Each hour-ish long episode is a conversation between either Medine, or the site’s resident filmmaker Jay Buim, and a relatively well-known woman holding an enviable position in the creative workforce. Of the nine episodes currently available for streaming, guests have ranged from Amy O’Dell, online editor of Cosmopolitian magazine, to Kiran Gandhi, drummer for singer M.I.A. who made headlines in early August for running the London Marathon sans tampon. Other guests include immersion journalist Rebecca Harrington, fashion virtuoso Stacy London, startup-veteran Payal Kadaka, entrepreneur Jordana Kier, actress Whitney Cummings and MR deputy editor, Amelia Diamond. Essentially, it’s your ideal phonebook of boss women whose numbers you don’t have, a mere download away.

Besides the obvious benefits of devoting most of my time to absorbing the insightful wisdom of inspiring women, “Oh boy” revs me up for class more than any Drake song ever could; the ambition and life/work passion imbued within each chat is infectious. Though still under the multi-faceted umbrella of style, these portable life lessons don’t merely focus on the latest trends, they’re intimate one-on-ones ranging from the creative perils of self-doubt to the grit behind the glossy-façade of success. Each conversation delves into the life’s work of wildly accomplished women and fashion’s greater context — it’s a voice of reason and realism through the comedic lens. It’s brilliant.
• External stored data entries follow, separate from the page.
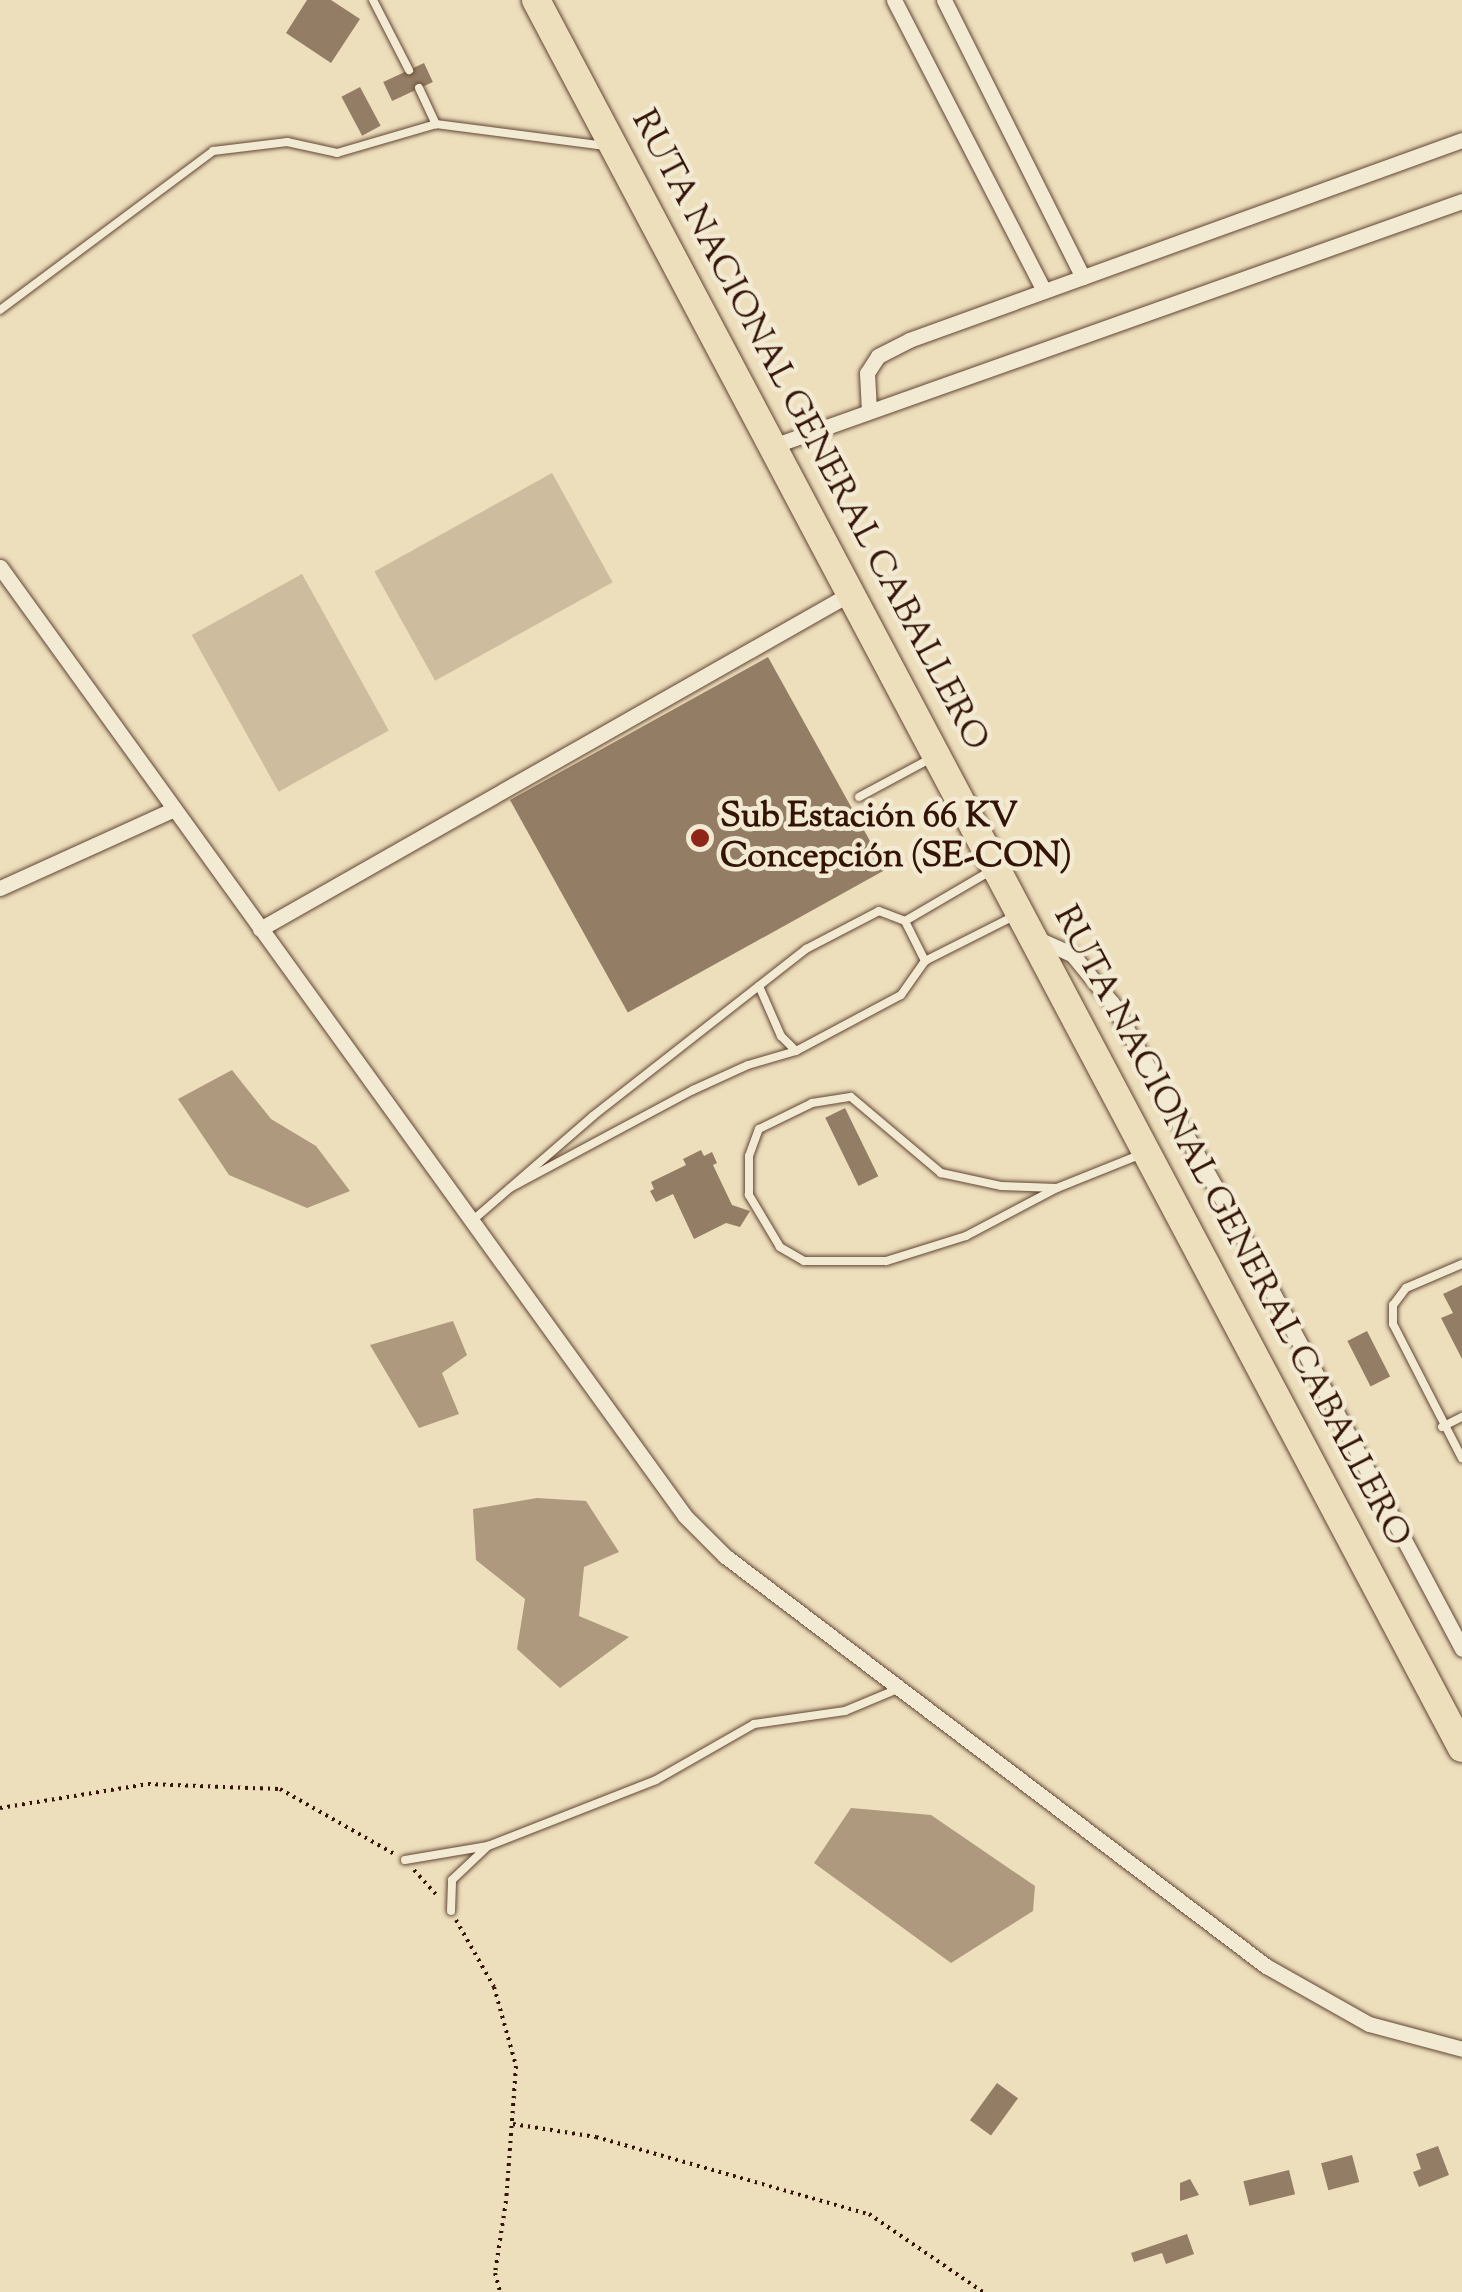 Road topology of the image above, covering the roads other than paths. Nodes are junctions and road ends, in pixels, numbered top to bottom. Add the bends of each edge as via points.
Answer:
1 (374, 0) edge
2 (536, 0) edge
3 (894, 0) edge
4 (944, 0) edge
5 (409, 70) dead end
6 (419, 88) dead end
7 (436, 124) junction
8 (1462, 140) edge
9 (615, 148) junction
10 (1462, 201) edge
11 (1083, 277) junction
12 (1044, 291) junction
13 (0, 310) edge
14 (870, 411) junction
15 (773, 446) junction
16 (0, 567) edge
17 (851, 593) junction
18 (938, 754) junction
19 (860, 797) dead end
20 (174, 809) junction
21 (997, 867) junction
22 (0, 888) edge
23 (905, 921) junction
24 (1028, 925) junction
25 (260, 928) junction
26 (925, 962) junction
27 (759, 986) junction
28 (796, 1051) junction
29 (1148, 1151) junction
30 (1057, 1188) junction
31 (501, 1192) junction
32 (471, 1222) junction
33 (1462, 1264) edge
34 (1462, 1418) edge
35 (1442, 1427) junction
36 (1462, 1458) edge
37 (1462, 1649) edge
38 (900, 1688) junction
39 (1462, 1748) edge
40 (488, 1846) junction
41 (404, 1860) road end
42 (450, 1911) road end
43 (1462, 2049) edge

1 - 5 lane
2 - 9 highway, RUTA NACIONAL GENERAL CABALLERO
3 - 12 street
4 - 11 street
6 - 7 lane
7 - 9 lane
7 - 13 lane via 337,154 287,142 213,151
8 - 11 street
9 - 15 highway, RUTA NACIONAL GENERAL CABALLERO
10 - 14 street
11 - 12 street
12 - 14 street via 878,356 867,373
14 - 15 street
15 - 17 highway, RUTA NACIONAL GENERAL CABALLERO
16 - 20 street
17 - 18 highway, RUTA NACIONAL GENERAL CABALLERO
17 - 25 street
18 - 19 lane
18 - 21 highway, RUTA NACIONAL GENERAL CABALLERO
20 - 22 street
20 - 25 street
21 - 23 lane
21 - 24 highway, RUTA NACIONAL GENERAL CABALLERO
23 - 26 lane
23 - 27 lane via 879,911 806,948
24 - 26 lane
24 - 29 highway, RUTA NACIONAL GENERAL CABALLERO
24 - 37 street via 1072,954 1112,1003
25 - 32 street
26 - 28 lane via 902,995
27 - 28 lane
27 - 31 lane
28 - 31 lane via 693,1090
29 - 30 lane
29 - 39 highway, RUTA NACIONAL GENERAL CABALLERO
30 - 30 lane via 1001,1186 941,1173 850,1097 812,1102 759,1130 748,1156 749,1196 780,1247 804,1261 886,1261 966,1236
31 - 32 lane
32 - 38 street via 685,1516 726,1556
33 - 35 lane via 1406,1288 1393,1306 1393,1324
34 - 35 lane
35 - 36 lane
38 - 40 lane via 845,1711 754,1724 656,1780
38 - 43 street via 1266,1966 1369,2024
40 - 41 lane
40 - 42 lane via 452,1880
Fashion, in short, is confusing and complex. Yet, if you look at the ever-expanding industry today, it’s clear we’re moving past the catty and sassy and into an era of acceptance and accessibility. Two weeks ago, supermodel Gigi Hadid called out body-shaming trolls on Instagram. Six years ago, Olivier Rousteig took the reins of prestigious French design house Balmain, and made it viewable and enticing to Millenials. For the duration of her career from co-founding TrendMicro to her current stint at Instagram, fashion-maven Eva Chen has consistently reminded us that fashion can, and needs to be, nice. Anomalous leaders like Hadid, Rousteig, Chen and Medine are redefining fashion’s negative connotations of insularity with an inviting openness and refreshing realness.

Sure, certain spheres of luxury’s inherent exclusivity will never change (read: you’ll still probably spend most of your life on the waiting list for a Birkin). But fear not, there’s a kind, new generation committed to getting real.

For now, it’s still a time to be alive. But even Drake agrees, Medine and her podcast are onto something — fashion’s inclusive era.